Darkwater took it upon themselves to map out the restrooms on Laney campus: the all-gender restrooms, and the single-user restrooms that they thought should be labeled all-gender.

“I talked to anyone who would listen about the fact that our school is not in compliance with state law with regards to the bathroom signs,” they said.

Although an AB 1732 fact sheet from Assemblymember Phil Ting, the bill’s author, said “compliance with the bill is a matter of changing a sign on a restroom door,” Laney College administration has found it more complicated than that.

Marshall said that a combination of factors have contributed to Laney’s delayed compliance with AB 1732.

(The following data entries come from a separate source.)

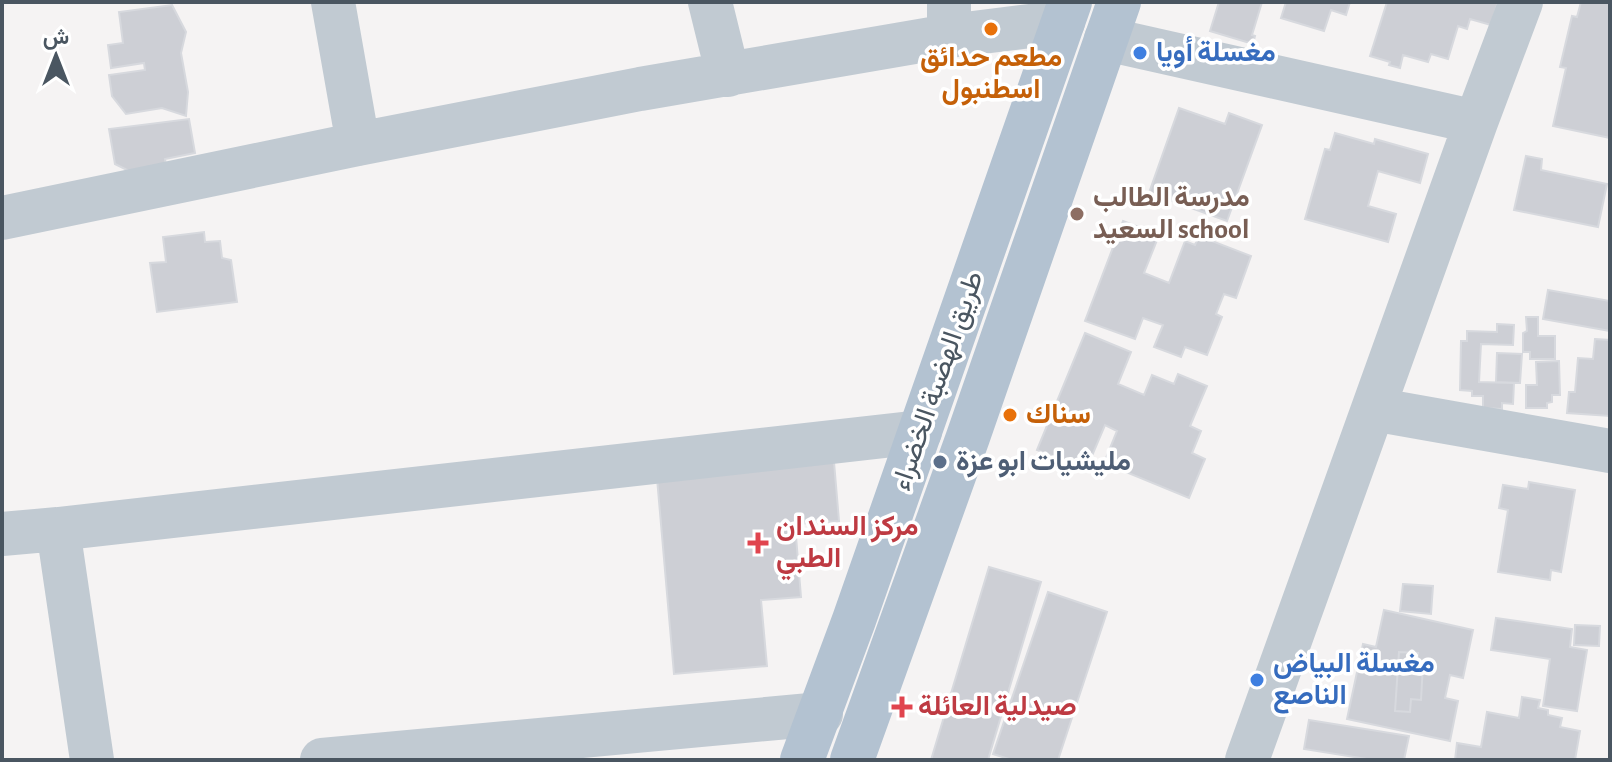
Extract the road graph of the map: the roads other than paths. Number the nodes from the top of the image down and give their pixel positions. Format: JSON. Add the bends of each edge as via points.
{"nodes":[{"id":1,"x":333,"y":2,"type":"edge"},
{"id":2,"x":710,"y":2,"type":"edge"},
{"id":3,"x":1521,"y":2,"type":"edge"},
{"id":4,"x":1067,"y":12,"type":"edge"},
{"id":5,"x":949,"y":19,"type":"edge"},
{"id":6,"x":1112,"y":20,"type":"edge"},
{"id":7,"x":728,"y":75,"type":"junction"},
{"id":8,"x":1476,"y":122,"type":"junction"},
{"id":9,"x":358,"y":144,"type":"junction"},
{"id":10,"x":2,"y":218,"type":"edge"},
{"id":11,"x":1373,"y":409,"type":"junction"},
{"id":12,"x":920,"y":432,"type":"junction"},
{"id":13,"x":1610,"y":451,"type":"edge"},
{"id":14,"x":58,"y":529,"type":"junction"},
{"id":15,"x":2,"y":534,"type":"edge"},
{"id":16,"x":854,"y":620,"type":"junction"},
{"id":17,"x":896,"y":637,"type":"junction"},
{"id":18,"x":821,"y":714,"type":"junction"},
{"id":19,"x":92,"y":760,"type":"edge"},
{"id":20,"x":322,"y":760,"type":"edge"},
{"id":21,"x":802,"y":760,"type":"edge"},
{"id":22,"x":852,"y":760,"type":"edge"},
{"id":23,"x":1247,"y":760,"type":"edge"}],
"edges":[{"from":1,"to":9,"type":"street"},
{"from":2,"to":7,"type":"street"},
{"from":3,"to":8,"type":"street"},
{"from":4,"to":5,"type":"street"},
{"from":4,"to":12,"type":"main road","name":"طريق الهضبة الخضراء"},
{"from":5,"to":7,"type":"street"},
{"from":6,"to":8,"type":"street"},
{"from":6,"to":17,"type":"main road","name":"طريق الهضبة الخضراء"},
{"from":7,"to":9,"type":"street"},
{"from":8,"to":11,"type":"street"},
{"from":9,"to":10,"type":"street"},
{"from":11,"to":13,"type":"street"},
{"from":11,"to":23,"type":"street"},
{"from":12,"to":14,"type":"street"},
{"from":12,"to":16,"type":"main road","name":"طريق الهضبة الخضراء"},
{"from":14,"to":15,"type":"street"},
{"from":14,"to":19,"type":"street"},
{"from":16,"to":17,"type":"main road"},
{"from":16,"to":18,"type":"main road","name":"طريق الهضبة الخضراء"},
{"from":17,"to":22,"type":"main road","name":"طريق الهضبة الخضراء"},
{"from":18,"to":20,"type":"street"},
{"from":18,"to":21,"type":"main road","name":"طريق الهضبة الخضراء"}]}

When personnel at District General Services (DGS) interpreted the law in 2017, they believed that restrooms with a toilet stall and urinal outside the stall were not part of the implementation plan because there was no way to lock the entire room, she said.

According to Marshall, former Vice Chancellor of General Services Dr. Sadiq Ikharo led the effort to promptly switch the signs on restrooms that were not in compliance, such as the single-user restrooms in the Tower. Ikharo was placed on permanent leave in March 2019, replaced by Interim Vice Chancellor Leigh Sata.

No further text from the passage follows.